I’ve always been a story-teller but felt it was necessary to ensure that I was well-informed on a broad range of subjects and well-prepared for the pressures that such a life necessarily entails. I thus completed a MA Degree in English Language and Literature (cum laude) with a thesis that focuses on issues of identity in the 1970s East African travel writing of Trinidadian author Shiva Naipaul. I also studied screenwriting and film-making to master’s level in South Africa and London on a scholarship from my film school and the Oppenheimer Memorial Trust. These formative experiences were both substantially theoretical and practical, and I was lectured and trained by some of the best film practitioners in the world in working operational film studios. In between my studies, I worked for various film production companies in various capacities which was truly a baptism of fire. In 2016, I established my own production company, Mandala Films. I have always been motivated by a singular belief in the power of story to effect positive change.
Atandwa Kani, the lead actor, is growing to fame even outside of South Africa and his father John is also a celebrity in South Africa. How were you able to cast them in this short movie?

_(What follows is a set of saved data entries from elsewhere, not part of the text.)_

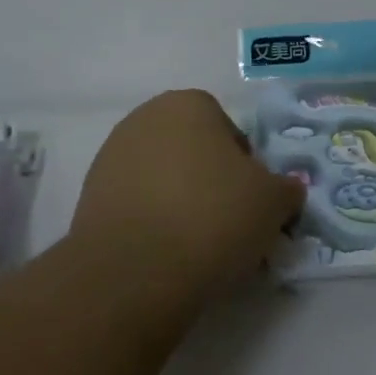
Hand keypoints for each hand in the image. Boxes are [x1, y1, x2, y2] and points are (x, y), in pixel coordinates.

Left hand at [71, 90, 304, 307]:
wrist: (135, 271)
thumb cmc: (213, 217)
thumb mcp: (272, 202)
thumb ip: (285, 188)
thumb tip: (286, 190)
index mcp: (188, 104)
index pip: (230, 132)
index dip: (246, 169)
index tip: (250, 204)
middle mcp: (145, 118)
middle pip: (193, 151)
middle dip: (210, 182)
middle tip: (227, 225)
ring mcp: (111, 156)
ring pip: (162, 178)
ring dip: (179, 201)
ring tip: (194, 246)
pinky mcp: (89, 195)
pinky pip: (135, 204)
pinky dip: (151, 222)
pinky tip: (163, 254)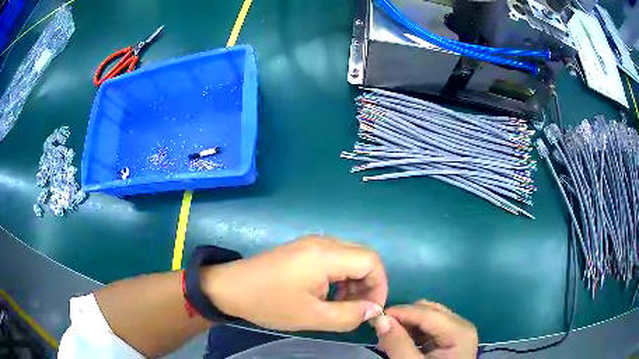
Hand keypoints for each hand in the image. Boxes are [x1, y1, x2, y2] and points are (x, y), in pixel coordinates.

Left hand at [200, 236, 387, 331]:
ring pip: (349, 257)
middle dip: (368, 284)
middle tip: (359, 309)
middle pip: (362, 257)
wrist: (229, 287)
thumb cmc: (269, 303)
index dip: (379, 285)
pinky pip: (333, 258)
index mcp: (326, 255)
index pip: (371, 261)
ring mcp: (311, 243)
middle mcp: (322, 242)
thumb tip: (373, 310)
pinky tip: (329, 294)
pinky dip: (340, 276)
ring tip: (343, 305)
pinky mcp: (302, 249)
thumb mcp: (311, 317)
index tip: (372, 309)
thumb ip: (348, 315)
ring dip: (354, 281)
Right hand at [372, 300, 477, 358]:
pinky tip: (402, 343)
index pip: (426, 313)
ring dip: (407, 325)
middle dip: (404, 319)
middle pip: (429, 310)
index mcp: (459, 332)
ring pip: (428, 316)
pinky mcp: (452, 338)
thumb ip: (398, 344)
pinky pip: (431, 327)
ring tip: (390, 340)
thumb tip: (381, 319)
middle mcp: (462, 325)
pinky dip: (414, 332)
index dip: (400, 312)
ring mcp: (458, 331)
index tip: (375, 318)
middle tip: (382, 333)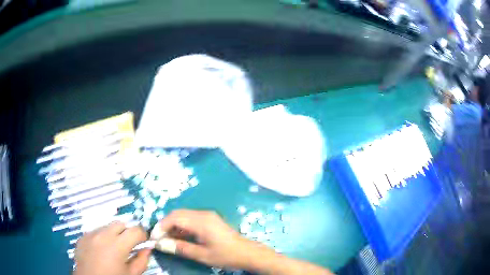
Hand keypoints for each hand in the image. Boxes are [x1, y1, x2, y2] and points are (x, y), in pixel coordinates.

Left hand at [74, 221, 150, 274]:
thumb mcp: (132, 274)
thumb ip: (142, 261)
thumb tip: (147, 248)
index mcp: (117, 245)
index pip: (135, 230)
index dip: (143, 235)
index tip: (144, 242)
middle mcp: (102, 234)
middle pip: (120, 224)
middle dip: (127, 232)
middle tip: (129, 246)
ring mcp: (90, 234)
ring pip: (107, 227)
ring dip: (114, 234)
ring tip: (113, 249)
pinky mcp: (82, 237)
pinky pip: (95, 232)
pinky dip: (101, 238)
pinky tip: (101, 251)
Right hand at [153, 209, 271, 269]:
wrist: (247, 253)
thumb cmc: (226, 255)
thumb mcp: (201, 255)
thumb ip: (180, 248)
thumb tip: (160, 244)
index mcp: (201, 221)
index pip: (174, 218)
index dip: (161, 227)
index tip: (154, 238)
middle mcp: (203, 214)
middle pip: (177, 214)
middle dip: (165, 225)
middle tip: (159, 239)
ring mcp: (207, 216)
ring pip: (183, 216)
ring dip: (173, 226)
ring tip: (167, 240)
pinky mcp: (209, 220)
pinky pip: (190, 219)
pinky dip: (182, 227)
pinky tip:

Honestly speaking, my producer Luke Sharland and I pursued them with dogged determination. It took some convincing. But they ultimately believed in the strengths of the screenplay which I wrote and my creative vision for the project because they’re both extraordinary artists. Our creative collaboration was a very beneficial one. The same applies to the casting of Phuthi Nakene who is on the same rise.
How was The Suit received by the media and by the audience?
The reception has been overwhelmingly positive and I am immeasurably grateful. The Suit has to date been shown at film festivals in 83 cities and towns in 28 countries. It won South Africa’s national film award, the SAFTA, for Best Short Film, as well as the Best International Short & Best of the Festival Awards at the Oscar-qualifying BronzeLens Film Festival of Atlanta. The Suit was selected by France’s Académie des Arts et Téchniques du Cinéma as one of the best short films of the year, acknowledged by UNICEF at its headquarters in Paris. Not only did it win Best Short Film at the Scotland African Film Festival (Africa in Motion) of Edinburgh & Glasgow, the Audience Award at the Black Harvest Film Festival in Chicago, the Audience Award at the Cape Town leg of the Shnit International Film Festival of Switzerland, but it also received Special Jury Recognition at the Oscar-qualifying Pan-African Film Festival of Los Angeles, one of three Oscar-qualifying festivals for which it was selected, and a Special Jury Mention at the Zanzibar International Film Festival. In terms of the international distribution of locally-funded and locally-produced South African films, The Suit is surpassed in scope only by the Oscar-winning feature Tsotsi. It has been covered extensively in the media. This was my first professional film, so I don’t think we did too badly.
What are the upcoming projects you are working on?
Under the umbrella of my production company, Mandala Films, we are currently developing six feature films, the first of which will go into production in the new year. I can’t say too much about it yet for contractual reasons, but I’m very excited. It is an adaptation of a bestselling novel which explores in a seemingly magical way the concatenation of traditionalism and modernism in South Africa over three distinct periods and it will be highly accessible to both local and foreign audiences. We welcome the possibilities of co-production on all of our projects.